У костра было жарко, и Джучи чувствовал этот жар, идущий из самого сердца красно-желтого пекла, на своем лице. Джучи смотрел на полководцев отца, и на мгновение их с Хачиуном взгляды пересеклись. Юноша отвел глаза, но знал, что дядя с интересом следит за ним. Несмотря на короткий контакт, их взгляды сказали друг другу о многом. Ведь глаза, как известно, зеркало души.
Чагатай прибыл под аккомпанемент ликующих криков воинов своего джагуна. Джелме был доволен, что хорошая встряска в седле и степной ветер вывели его воспитанника из хмельного ступора. Второй сын Чингиса лихо спрыгнул на землю со своего скакуна. Юноша казался таким сильным, таким полным жизни. Чингис поднялся, чтобы поприветствовать его, и, когда отец взял сына за руку и похлопал его по спине, воины одобрительно зашумели.
– Ты вырос таким большим, мой мальчик, – сказал Чингис.
От пьянки его глаза остекленели, лицо опухло. Чагатай низко поклонился отцу, явив образец послушного сына.

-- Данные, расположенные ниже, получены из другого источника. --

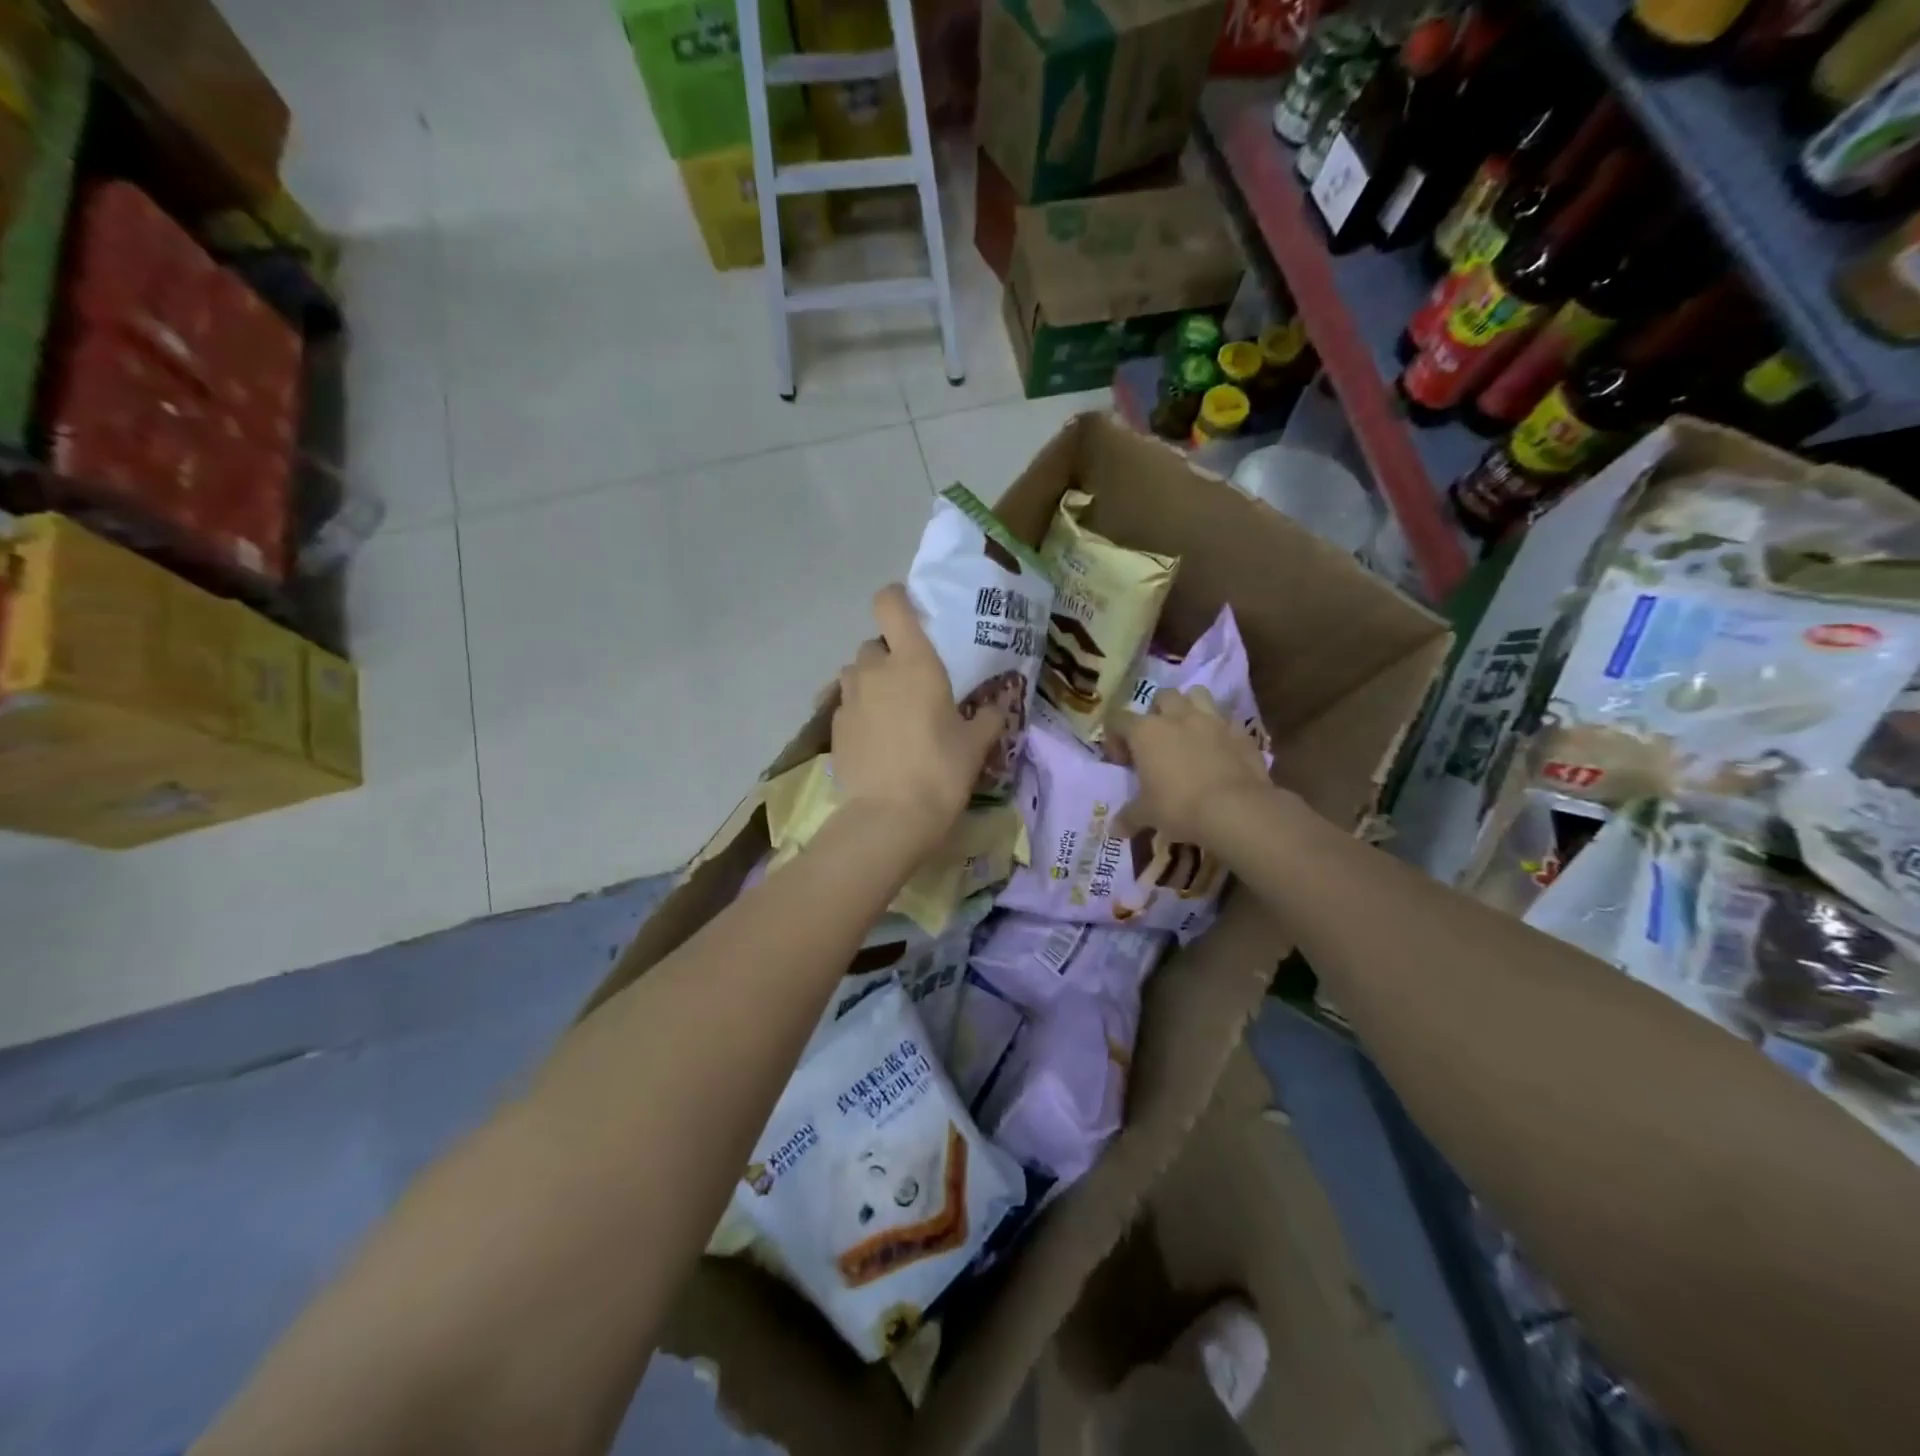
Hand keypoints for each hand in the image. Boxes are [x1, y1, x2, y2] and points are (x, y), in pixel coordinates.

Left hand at [831, 584, 1004, 850]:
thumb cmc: (941, 770)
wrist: (889, 817)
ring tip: (891, 711)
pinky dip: (860, 712)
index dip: (897, 599)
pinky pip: (846, 705)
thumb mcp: (976, 744)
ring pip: (855, 673)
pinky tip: (877, 739)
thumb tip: (1004, 701)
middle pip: (874, 643)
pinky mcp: (834, 727)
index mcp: (913, 660)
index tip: (912, 614)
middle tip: (911, 682)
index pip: (890, 603)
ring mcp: (848, 698)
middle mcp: (875, 669)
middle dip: (889, 655)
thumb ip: (991, 716)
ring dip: (870, 682)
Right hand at [1107, 688, 1273, 845]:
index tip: (1122, 761)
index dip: (1116, 737)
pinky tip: (1220, 752)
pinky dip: (1220, 731)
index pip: (1118, 719)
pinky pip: (1227, 722)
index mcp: (1146, 731)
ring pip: (1197, 695)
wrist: (1235, 810)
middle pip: (1162, 697)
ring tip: (1189, 734)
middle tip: (1158, 741)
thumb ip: (1129, 816)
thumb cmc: (1179, 807)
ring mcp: (1212, 720)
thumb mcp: (1148, 815)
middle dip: (1157, 713)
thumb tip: (1114, 830)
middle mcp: (1177, 717)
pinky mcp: (1241, 732)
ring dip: (1190, 708)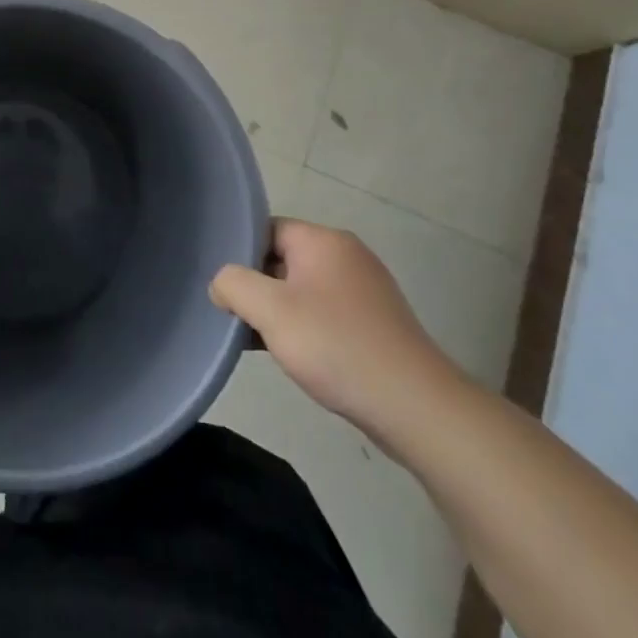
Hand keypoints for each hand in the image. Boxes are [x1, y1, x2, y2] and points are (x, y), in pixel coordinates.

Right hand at [210, 219, 465, 441]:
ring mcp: (365, 289)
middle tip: (234, 316)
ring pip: (301, 288)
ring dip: (277, 311)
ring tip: (256, 340)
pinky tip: (292, 355)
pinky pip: (324, 311)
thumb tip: (223, 284)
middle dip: (256, 286)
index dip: (239, 255)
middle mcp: (347, 255)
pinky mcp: (375, 322)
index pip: (266, 230)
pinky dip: (303, 327)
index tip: (224, 288)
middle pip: (282, 258)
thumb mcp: (270, 310)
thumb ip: (233, 284)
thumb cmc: (336, 346)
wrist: (415, 407)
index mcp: (323, 241)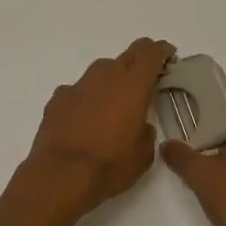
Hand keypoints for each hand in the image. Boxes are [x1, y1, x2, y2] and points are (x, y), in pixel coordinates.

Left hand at [24, 38, 174, 214]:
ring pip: (100, 72)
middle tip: (144, 81)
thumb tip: (140, 126)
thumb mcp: (143, 155)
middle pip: (126, 56)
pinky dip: (85, 99)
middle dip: (138, 63)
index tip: (167, 56)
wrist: (61, 174)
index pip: (150, 52)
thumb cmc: (110, 165)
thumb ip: (146, 132)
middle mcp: (105, 76)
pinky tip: (84, 118)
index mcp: (133, 85)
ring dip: (110, 81)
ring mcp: (78, 85)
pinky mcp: (57, 98)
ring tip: (112, 104)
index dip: (161, 51)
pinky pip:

Пожимая руки товарищам отца и похлопывая их по спине, Чагатай проявлял сдержанность и не давал волю чувствам. К нарастающему неудовольствию Джучи, его брат неплохо держался: шагал, выпрямив спину, и улыбался, сверкая белыми зубами. Гладкая кожа пятнадцатилетнего юноши еще не была изуродована ни многочисленными шрамами, ни болезнью. Чингис глядел на сына с нескрываемой гордостью. Видя, с каким восторгом отец усадил Чагатая возле себя, Джучи благодарил Отца-небо за то, что мог спрятать свой гнев за языками высокого пламени костра. Чагатай поприветствовал Джучи только коротким, холодным взглядом. Несмотря на три года разлуки, он даже не потрудился найти для старшего брата хотя бы несколько теплых слов. Внешне Джучи оставался спокоен, но одному небу было известно, какая лютая злоба пробудилась в нем от этого взгляда. И на миг ему вдруг захотелось просто встать, растолкать этих напившихся дурней да повалить одним ударом Чагатая на землю. Джучи представил себе этот удар и ощутил, как мышцы плеч наполнились силой и заиграли. Но Субудай научил его терпению. Когда Чингис наполнял чашу Чагатая вином, Джучи смеялся вместе со всеми, мечтая при этом о братоубийстве.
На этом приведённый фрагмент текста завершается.